Support bloom filter reading and writing for parquet #3023

alamb · 2022-11-05T10:50:10Z

Is your feature request related to a problem or challenge? Please describe what you are trying to do.

There are usecases where one wants to search a large amount of parquet data for a relatively small number of rows. For example, if you have distributed tracing data stored as parquet files and want to find the data for a particular trace.

In general, the pattern is "needle in a haystack type query" -- specifically a very selective predicate (passes on only a few rows) on high cardinality (many distinct values) columns.

The rust parquet crate has fairly advanced support for row group pruning, page level indexes, and filter pushdown. These techniques are quite effective when data is sorted and large contiguous ranges of rows can be skipped.

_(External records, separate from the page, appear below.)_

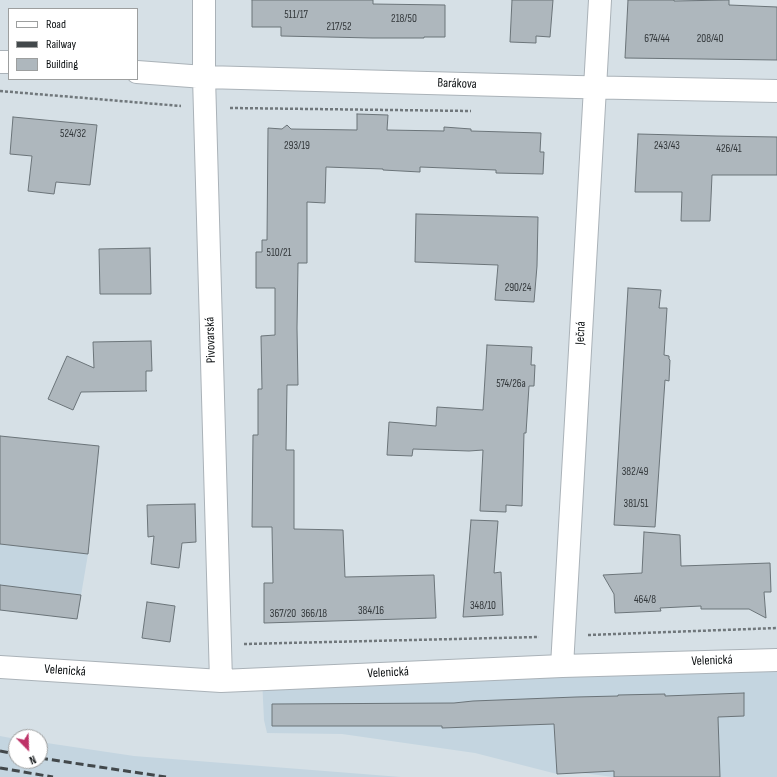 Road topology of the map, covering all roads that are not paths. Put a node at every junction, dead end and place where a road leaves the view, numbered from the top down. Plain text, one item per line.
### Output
1 (204, 0) edge
2 (600, 0) edge
3 (138, 72) edge
4 (204, 77) junction
5 (595, 88) junction
6 (777, 91) edge
7 (777, 660) edge
8 (562, 666) junction
9 (0, 667) edge
10 (221, 681) junction

1 - 4 street, Pivovarská
2 - 5 street, Ječná
3 - 4 street, Barákova
4 - 5 street, Barákova
4 - 10 street, Pivovarská
5 - 6 street, Barákova
5 - 8 street, Ječná
7 - 8 street, Velenická
8 - 10 street, Velenická
9 - 10 street, Velenická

However, doing needle in the haystack queries still often requires substantial amounts of CPU and IO

One challenge is that for typical high cardinality columns such as ids, they often (by design) span the entire range of values of the data type

For example, given the best case when the data is "optimally sorted" by id within a row group, min/max statistics can not help skip row groups or pages. Instead the entire column must be decoded to search for a particular value

┌──────────────────────────┐                WHERE                 
│            id            │       ┌─────── id = 54322342343      
├──────────────────────────┤       │                              
│       00000000000        │       │                              
├──────────────────────────┤       │    Selective predicate on a  
│       00054542543        │       │    high cardinality column   
├──────────────────────────┤       │                              
│           ...            │       │                              
├──────────────────────────┤       │                              
│        ??????????        │◀──────┘                              
├──────────────────────────┤          Can not rule out ranges     
│           ...            │            using min/max values      
├──────────────────────────┤                                      
│       99545435432        │                                      
├──────────────────────────┤                                      
│       99999999999        │                                      
└──────────────────────────┘                                      
                                                                  
  High cardinality column:                                        
    many distinct values                                          
          (sorted)                                                
                                                                  
┌ ─ ─ ─ ─ ─ ─ ─ ─ ─ ─ ┐                                           
   min: 00000000000                                               
│  max: 99999999999   │                                           
                                                                  
│       Metadata      │                                           
 ─ ─ ─ ─ ─ ─ ─ ─ ─ ─ ─

Describe the solution you'd like
The parquet file format has support for bloom filters: https://github.com/apache/parquet-format/blob/master/BloomFilter.md

A bloom filter is a space efficient structure that allows determining if a value is not in a set quickly. So for a parquet file with bloom filters for id in the metadata, the entire row group can be skipped if the id is not present:

┌──────────────────────────┐                WHERE                
│            id            │      ─ ─ ─ ─ ─ id = 54322342343     
├──────────────────────────┤     │                               
│       00000000000        │           Can quickly check if      
├──────────────────────────┤     │    the value  54322342343     
│       00054542543        │             is not present by       
├──────────────────────────┤     │     consulting the Bloom      
│           ...            │                  Filter             
├──────────────────────────┤     │                               
│        ??????????        │                                     
├──────────────────────────┤     │                               
│           ...            │                                     
├──────────────────────────┤     │                               
│       99545435432        │                                     
├──────────────────────────┤     │                               
│       99999999999        │                                     
└──────────────────────────┘     │                               
  High cardinality column:                                       
    many distinct values         │                               
          (sorted)                                               
                                 │                               
                                                                 
┌ ─ ─ ─ ─ ─ ─ ─ ─ ─ ─ ─ ─ ─      │                               
                           │                                     
│    bloom_filter: ....  ◀ ─ ─ ─ ┘                               
                           │                                     
│  min: 00000000000                                              
   max: 99999999999        │                                     
│                                                                
        Metadata           │                                     
└ ─ ─ ─ ─ ─ ─ ─ ─ ─ ─ ─ ─ ─

I would like the parquet crate to

support optionally writing Parquet bloom filters into the metadata
support using parquet bloom filters during read to make "needle in the haystack" type queries go quickly by skipping entire row groups if the item is not in the bloom filter.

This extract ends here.